Stored data entries
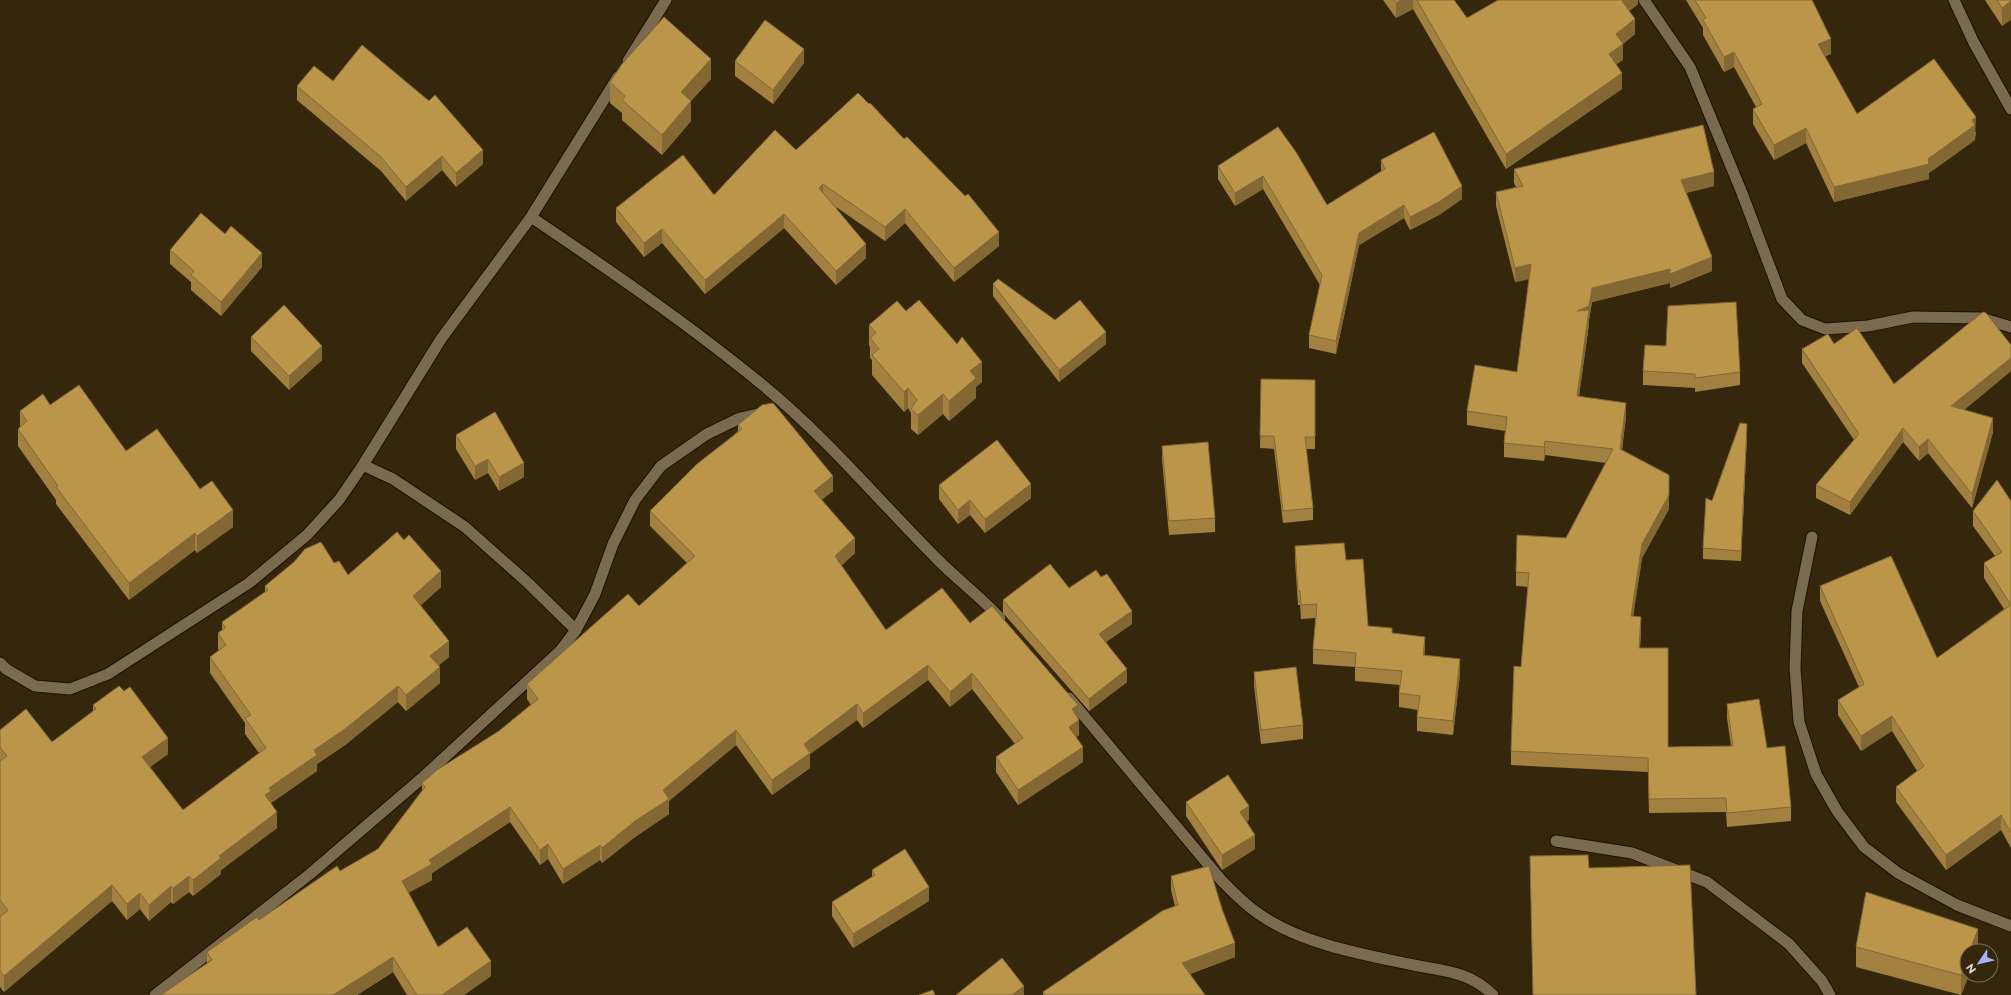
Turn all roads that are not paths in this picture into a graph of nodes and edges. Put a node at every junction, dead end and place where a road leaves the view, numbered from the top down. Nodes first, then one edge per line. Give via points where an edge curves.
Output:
1 (666, 0) edge
2 (1644, 0) edge
3 (1954, 0) edge
4 (2011, 110) edge
5 (531, 217) junction
6 (2011, 327) edge
7 (791, 411) junction
8 (363, 465) junction
9 (1812, 537) dead end
10 (1004, 624) edge
11 (576, 630) junction
12 (0, 663) edge
13 (1060, 688) edge
14 (1556, 841) dead end
15 (2011, 926) edge
16 (155, 995) edge
17 (1493, 995) edge
18 (1830, 995) edge

1 - 5 street
2 - 6 street via 1690,67 1782,299 1802,320 1825,329 1868,326 1913,317 1981,318
3 - 4 street via 1974,43
5 - 7 street via 652,300 766,388
5 - 8 street via 441,339
7 - 10 street via 940,562 983,600
7 - 11 street via 773,411 740,418 707,434 661,466 635,500 613,544 595,594
8 - 11 street via 393,479 465,527
8 - 12 street via 339,500 307,535 255,578 108,674 70,689 42,687 35,686 6,670
9 - 15 street via 1797,611 1795,668 1799,722 1816,774 1837,811 1864,847 1898,873 1957,905
11 - 16 street via 560,651 421,779 310,874
13 - 17 street via 1222,881 1260,915 1302,937 1326,944 1409,964 1457,972 1473,979
14 - 18 street via 1632,853 1707,882 1789,944 1822,981

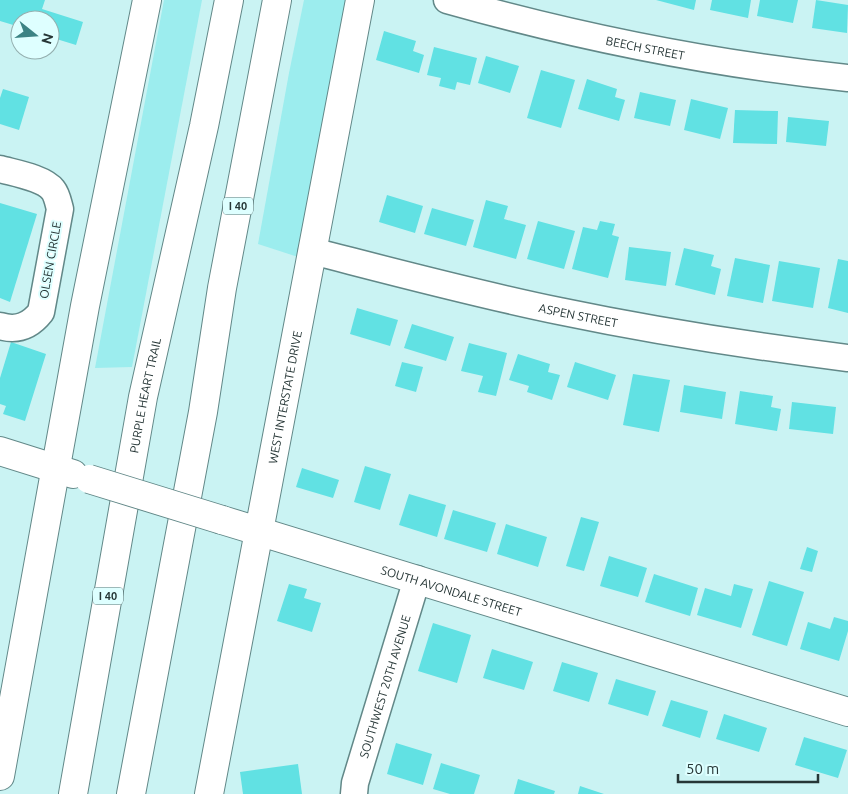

* Task to complete
Your answer must be an exact copy of the records, minus any pictures.

* Written response
Turn all roads that are not paths in this picture into a graph of nodes and edges. Put a node at every junction, dead end and place where a road leaves the view, numbered from the top down. Nodes first, then one edge per line. Give via points where an edge curves.
Output:
1 (666, 0) edge
2 (1644, 0) edge
3 (1954, 0) edge
4 (2011, 110) edge
5 (531, 217) junction
6 (2011, 327) edge
7 (791, 411) junction
8 (363, 465) junction
9 (1812, 537) dead end
10 (1004, 624) edge
11 (576, 630) junction
12 (0, 663) edge
13 (1060, 688) edge
14 (1556, 841) dead end
15 (2011, 926) edge
16 (155, 995) edge
17 (1493, 995) edge
18 (1830, 995) edge

1 - 5 street
2 - 6 street via 1690,67 1782,299 1802,320 1825,329 1868,326 1913,317 1981,318
3 - 4 street via 1974,43
5 - 7 street via 652,300 766,388
5 - 8 street via 441,339
7 - 10 street via 940,562 983,600
7 - 11 street via 773,411 740,418 707,434 661,466 635,500 613,544 595,594
8 - 11 street via 393,479 465,527
8 - 12 street via 339,500 307,535 255,578 108,674 70,689 42,687 35,686 6,670
9 - 15 street via 1797,611 1795,668 1799,722 1816,774 1837,811 1864,847 1898,873 1957,905
11 - 16 street via 560,651 421,779 310,874
13 - 17 street via 1222,881 1260,915 1302,937 1326,944 1409,964 1457,972 1473,979
14 - 18 street via 1632,853 1707,882 1789,944 1822,981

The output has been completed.